Chinese scientists have admitted to changing the genes of human embryos for the first time.
The announcement confirms rumors that some researchers have been conducting ethically questionable genetic experiments.
Some scientists have already reacted with horror at the idea, for fear it could be misused to allow parents to ‘select’ the genes they will pass on to their grandchildren.
However, others argue that the technology could also be used to rid families of devastating inherited diseases like cystic fibrosis or certain cancers.
Researchers at Sun Yat-sen University in Guangzho have today published their research in the journal Protein & Cell, according to a report in Nature.
In the paper, researchers led by Junjiu Huang, attempted to downplay concerns by using ‘non-viable’ embryos, which can’t develop into babies.
The team tried to tweak the gene responsible for β-thalassaemia, a potentially deadly blood disorder, using a germ line editing technique known as CRISPR/Cas9.
But the researchers involved said that their results revealed ‘serious obstacles’ in using the technique on human embryos.
CRISPR technology precisely changes target parts of genetic code.
Unlike other gene-silencing tools, the CRISPR system targets the genome’s source material and permanently turns off genes at the DNA level.
The DNA cut – known as a double strand break – closely mimics the kinds of mutations that occur naturally, for instance after chronic sun exposure.
But unlike UV rays that can result in genetic alterations, the CRISPR system causes a mutation at a precise location in the genome.
When cellular machinery repairs the DNA break, it removes a small snip of DNA. In this way, researchers can precisely turn off specific genes in the genome.
Huang’s group studied the ability of the CRISPR/Cas9 system to edit the gene called HBB.
The team injected 86 embryos and then waited two days for the CRISPR technique to work.
Nature reports that of the 71 embryos that survived, 54 were genetically tested. The tests found that 28 were successfully spliced, but only a few contained the replacement genetic material.
‘If you want to do it in normal embryos, you need to be close to 100 per cent,’ Huang told Nature. ‘That’s why we stopped. We still think it’s too immature.’
Until now scientists have concentrated on using genome editing techniques on somatic cells – non-reproductive cells like those found in skin, muscle, nerves, bone and liver for example – to help them study diseases.
Modifying the DNA of human embryos so that DNA changes are preserved in the germ line – the sperm and eggs – means such alterations can be passed on to future generations.
Such work is already illegal in many countries around the world including the UK, but is permitted in the US and China.
A number of other groups around the world are thought to be working on techniques to genetically modify human embryos.
Xingxu Huang, from Shanghai Tech University in China has been seeking permission to perform the technique on discarded human embryos after having successfully using it to modify monkey embryos that developed into live animals.
Professor George Church, a geneticist at Harvard Medical School is also said to be developing techniques that could be used to modify human embryos.
Dr Luhan Yang, a scientist with Church’s group, recently outlined proposals to edit the human germline in an interview with Technology Review.
She proposed using immature egg cells from the ovaries taken from women undergoing surgery for ovarian cancer.

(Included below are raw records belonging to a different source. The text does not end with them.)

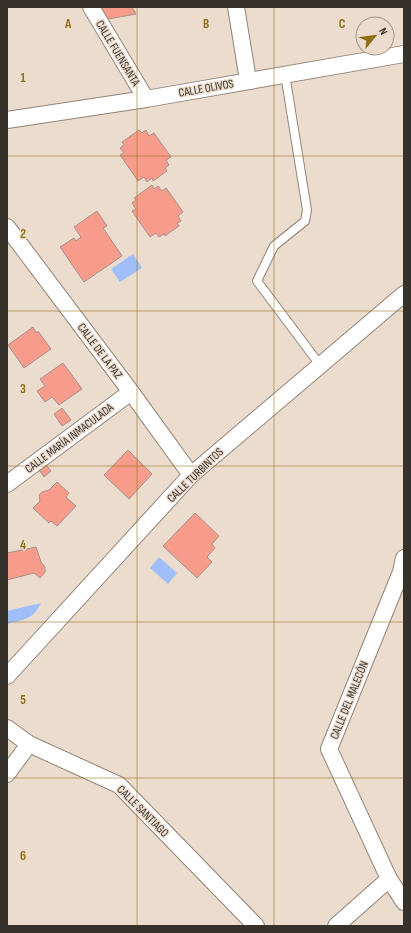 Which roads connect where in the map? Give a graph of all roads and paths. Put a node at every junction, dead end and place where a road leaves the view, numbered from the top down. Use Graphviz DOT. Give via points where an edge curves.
graph roads {
  1 [pos="91,7"];
  2 [pos="236,7"];
  3 [pos="404,54"];
  4 [pos="285,74"];
  5 [pos="248,80"];
  6 [pos="146,99"];
  7 [pos="7,120"];
  8 [pos="7,227"];
  9 [pos="404,294"];
  10 [pos="320,365"];
  11 [pos="131,392"];
  12 [pos="191,475"];
  13 [pos="7,484"];
  14 [pos="404,558"];
  15 [pos="7,676"];
  16 [pos="7,728"];
  17 [pos="29,744"];
  18 [pos="7,774"];
  19 [pos="389,879"];
  20 [pos="404,902"];
  21 [pos="256,926"];
  22 [pos="336,926"];
  1 -- 6 [label="street, CALLE FUENSANTA"];
  2 -- 5 [label="street"];
  3 -- 4 [label="street, CALLE OLIVOS"];
  4 -- 5 [label="street, CALLE OLIVOS"];
  4 -- 10 [label="lane" via="307,210 305,221 274,246 257,281"];
  5 -- 6 [label="street, CALLE OLIVOS"];
  6 -- 7 [label="street, CALLE OLIVOS"];
  8 -- 11 [label="street, CALLE DE LA PAZ"];
  9 -- 10 [label="street, CALLE TURBINTOS"];
  10 -- 12 [label="street, CALLE TURBINTOS"];
  11 -- 12 [label="street, CALLE DE LA PAZ"];
  11 -- 13 [label="street, CALLE MARÍA INMACULADA"];
  12 -- 15 [label="street, CALLE TURBINTOS"];
  14 -- 19 [label="street, CALLE DEL MALECÓN" via="401,572 329,749"];
  16 -- 17 [label="street, CALLE SANTIAGO"];
  17 -- 18 [label="street"];
  17 -- 21 [label="street, CALLE SANTIAGO" via="119,785"];
  19 -- 20 [label="street, CALLE DEL MALECÓN"];
  19 -- 22 [label="street"];
} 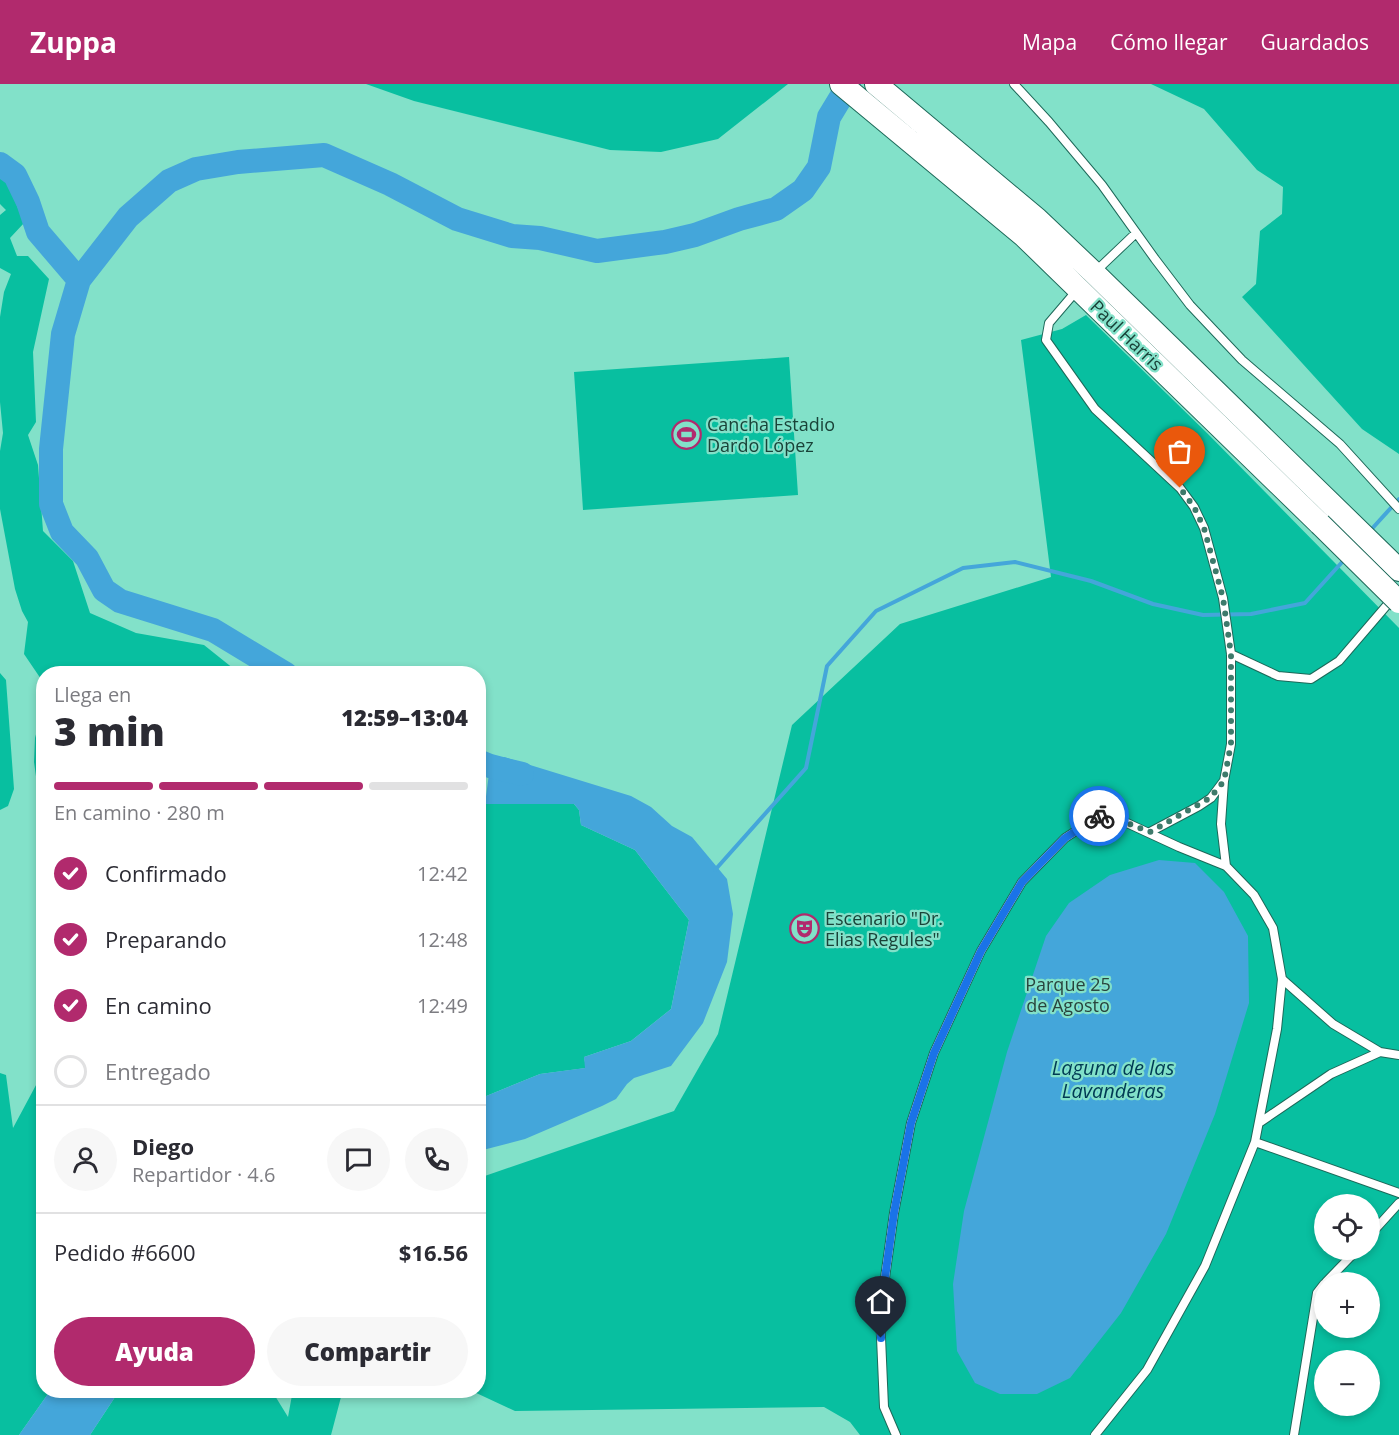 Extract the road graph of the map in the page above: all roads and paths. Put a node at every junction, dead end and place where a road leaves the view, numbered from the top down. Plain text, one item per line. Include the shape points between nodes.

The immature egg would be grown and coaxed into dividing before a gene-editing technique known as CRISPR would be used to correct the genetic fault that was causing the ovarian cancer.
However, the project is not thought to be underway yet and it is not known if it has been approved.
Dr Yang, however, has been reported to have been involved in a similar project in China.
Last month a leading group of biologists called for a worldwide moratorium on germ line research amid rumours that it had already been used to alter human embryos in China.
Edward Lanphier, chairman of the Alliance for Regenerative Medicine in Washington DC, and four colleagues, wrote in the journal Nature that such research could harm other areas of science by provoking a public outcry.
They wrote: ‘It is thought that studies involving the use of genome-editing tools to modify the DNA of human embryos will be published shortly
‘In our view, genome editing in human embryos using current technologies could have unpredictable effects on future generations.
‘This makes it dangerous and ethically unacceptable.
‘Such research could be exploited for non-therapeutic modifications.
‘We are concerned that a public outcry about such an ethical breach could hinder a promising area of therapeutic development, namely making genetic changes that cannot be inherited.
‘At this early stage, scientists should agree not to modify the DNA of human reproductive cells.’
Their fears tap into concerns that such technology could be used to create ‘designer families’ where certain traits are selected for.
In reality such selection can be difficult as often there is no single gene that provides a single trait and many genes have multiple functions.